Organization of Turkic States
- Adopted: 23 August 2012 6 November 2024 (current form)
- Design: A light blue flag with a sun with forty uniformly spaced rays, an eight-pointed star (Rub el Hizb), a crescent, and an eight-pointed Seljuk star
- Adopted: 2012
- Relinquished: 2024

= Flag of the Organization of Turkic States =

Official symbol used by the Organization of Turkic States

The flag of the Organization of Turkic States, formerly the flag of the Turkic Council, was adopted at its 2nd Summit, which took place in Bishkek on 23 August 2012 and officially raised on 12 October 2012.

The flag combines the symbols of the original four members: the light blue color of the flag of Kazakhstan, the sun of the flag of Kyrgyzstan, the star of the flag of Azerbaijan and the crescent of the Turkish flag.

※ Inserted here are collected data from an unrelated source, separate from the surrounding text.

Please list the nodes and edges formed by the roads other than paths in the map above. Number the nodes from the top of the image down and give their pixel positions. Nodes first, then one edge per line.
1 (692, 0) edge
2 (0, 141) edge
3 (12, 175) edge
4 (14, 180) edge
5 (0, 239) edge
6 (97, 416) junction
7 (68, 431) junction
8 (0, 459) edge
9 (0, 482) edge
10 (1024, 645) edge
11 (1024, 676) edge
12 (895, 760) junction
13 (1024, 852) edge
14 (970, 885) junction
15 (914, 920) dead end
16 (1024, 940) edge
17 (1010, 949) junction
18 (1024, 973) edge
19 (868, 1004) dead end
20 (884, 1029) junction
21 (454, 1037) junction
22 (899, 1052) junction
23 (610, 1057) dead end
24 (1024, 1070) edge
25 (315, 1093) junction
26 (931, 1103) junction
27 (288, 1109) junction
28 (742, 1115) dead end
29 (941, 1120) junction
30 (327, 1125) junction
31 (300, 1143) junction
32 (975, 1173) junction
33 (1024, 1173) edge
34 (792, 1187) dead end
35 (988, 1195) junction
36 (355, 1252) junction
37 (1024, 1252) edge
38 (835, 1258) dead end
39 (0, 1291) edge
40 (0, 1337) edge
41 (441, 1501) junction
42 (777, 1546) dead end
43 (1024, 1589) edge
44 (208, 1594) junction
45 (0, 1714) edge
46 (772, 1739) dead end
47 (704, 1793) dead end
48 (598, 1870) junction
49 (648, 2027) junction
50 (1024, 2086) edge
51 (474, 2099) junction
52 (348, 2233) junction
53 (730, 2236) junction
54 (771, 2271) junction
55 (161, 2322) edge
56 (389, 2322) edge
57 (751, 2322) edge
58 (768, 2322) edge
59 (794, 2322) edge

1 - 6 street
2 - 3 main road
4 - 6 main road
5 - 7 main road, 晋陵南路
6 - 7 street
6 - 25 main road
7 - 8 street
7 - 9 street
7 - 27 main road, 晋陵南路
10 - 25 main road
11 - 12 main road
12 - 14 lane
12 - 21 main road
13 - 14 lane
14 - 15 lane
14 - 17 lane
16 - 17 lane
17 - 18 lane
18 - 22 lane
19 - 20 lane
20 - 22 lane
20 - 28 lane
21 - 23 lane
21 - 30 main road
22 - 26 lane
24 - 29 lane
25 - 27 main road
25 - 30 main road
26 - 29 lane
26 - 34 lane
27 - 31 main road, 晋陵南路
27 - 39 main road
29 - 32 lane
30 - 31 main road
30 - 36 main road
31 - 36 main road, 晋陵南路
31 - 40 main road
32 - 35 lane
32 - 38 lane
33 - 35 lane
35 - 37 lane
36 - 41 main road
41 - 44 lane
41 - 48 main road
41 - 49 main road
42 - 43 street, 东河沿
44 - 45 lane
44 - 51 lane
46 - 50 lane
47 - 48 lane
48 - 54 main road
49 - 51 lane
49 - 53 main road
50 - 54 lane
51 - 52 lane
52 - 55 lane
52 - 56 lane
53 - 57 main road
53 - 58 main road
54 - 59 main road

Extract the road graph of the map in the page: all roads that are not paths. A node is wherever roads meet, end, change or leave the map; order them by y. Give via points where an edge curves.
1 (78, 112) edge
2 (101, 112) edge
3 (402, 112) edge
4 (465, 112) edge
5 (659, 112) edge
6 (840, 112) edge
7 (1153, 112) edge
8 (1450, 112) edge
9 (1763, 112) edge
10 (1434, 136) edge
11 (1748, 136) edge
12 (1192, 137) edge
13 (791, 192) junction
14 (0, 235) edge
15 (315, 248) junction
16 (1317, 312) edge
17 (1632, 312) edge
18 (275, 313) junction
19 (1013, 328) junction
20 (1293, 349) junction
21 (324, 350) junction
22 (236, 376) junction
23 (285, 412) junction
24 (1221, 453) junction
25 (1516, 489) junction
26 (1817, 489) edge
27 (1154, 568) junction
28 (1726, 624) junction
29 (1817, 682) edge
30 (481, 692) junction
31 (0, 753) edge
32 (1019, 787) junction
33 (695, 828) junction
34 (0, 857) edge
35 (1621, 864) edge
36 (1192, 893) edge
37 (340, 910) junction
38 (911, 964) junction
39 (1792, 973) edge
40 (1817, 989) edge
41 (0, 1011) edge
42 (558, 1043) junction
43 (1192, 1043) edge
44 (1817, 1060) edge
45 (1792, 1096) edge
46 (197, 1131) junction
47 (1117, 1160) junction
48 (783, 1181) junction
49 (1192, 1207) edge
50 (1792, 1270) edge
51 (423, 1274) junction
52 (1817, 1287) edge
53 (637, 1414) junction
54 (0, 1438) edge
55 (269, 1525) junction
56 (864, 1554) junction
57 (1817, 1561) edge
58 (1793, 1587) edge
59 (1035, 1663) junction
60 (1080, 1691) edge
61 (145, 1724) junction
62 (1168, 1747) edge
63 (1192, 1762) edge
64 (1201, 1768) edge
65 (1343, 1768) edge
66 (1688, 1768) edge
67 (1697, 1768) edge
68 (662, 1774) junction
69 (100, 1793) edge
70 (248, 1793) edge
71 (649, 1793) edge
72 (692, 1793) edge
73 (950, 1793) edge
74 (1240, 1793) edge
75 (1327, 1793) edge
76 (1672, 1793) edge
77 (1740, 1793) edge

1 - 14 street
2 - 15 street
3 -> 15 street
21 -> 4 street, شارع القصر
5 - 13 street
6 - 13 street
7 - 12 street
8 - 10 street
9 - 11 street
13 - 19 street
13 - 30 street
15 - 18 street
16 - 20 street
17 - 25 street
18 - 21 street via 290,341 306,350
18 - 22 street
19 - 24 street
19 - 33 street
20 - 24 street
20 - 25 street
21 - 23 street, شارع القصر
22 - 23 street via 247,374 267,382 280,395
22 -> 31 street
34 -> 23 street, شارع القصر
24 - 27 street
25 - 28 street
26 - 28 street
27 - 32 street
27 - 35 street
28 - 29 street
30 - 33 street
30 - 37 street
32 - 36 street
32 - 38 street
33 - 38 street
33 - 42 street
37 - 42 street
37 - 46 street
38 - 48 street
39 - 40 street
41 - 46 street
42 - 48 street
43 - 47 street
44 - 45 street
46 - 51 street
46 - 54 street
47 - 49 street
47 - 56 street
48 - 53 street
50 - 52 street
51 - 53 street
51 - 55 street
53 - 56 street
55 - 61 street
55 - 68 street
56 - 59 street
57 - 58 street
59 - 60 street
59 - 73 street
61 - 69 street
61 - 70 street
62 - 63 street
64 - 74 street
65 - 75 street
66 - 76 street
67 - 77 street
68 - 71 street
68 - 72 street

On 6 November 2024, a new flag was proposed during Bishkek Summit. There are two proposed changes to the current flag. Proposed flag contains an eight-pointed Seljuk star, which is used in several emblems such as presidential standards of Turkmenistan and Uzbekistan, Ottoman State emblem. Second change is the straight sun beams to reflect the changes made to the Kyrgyz flag in 2023.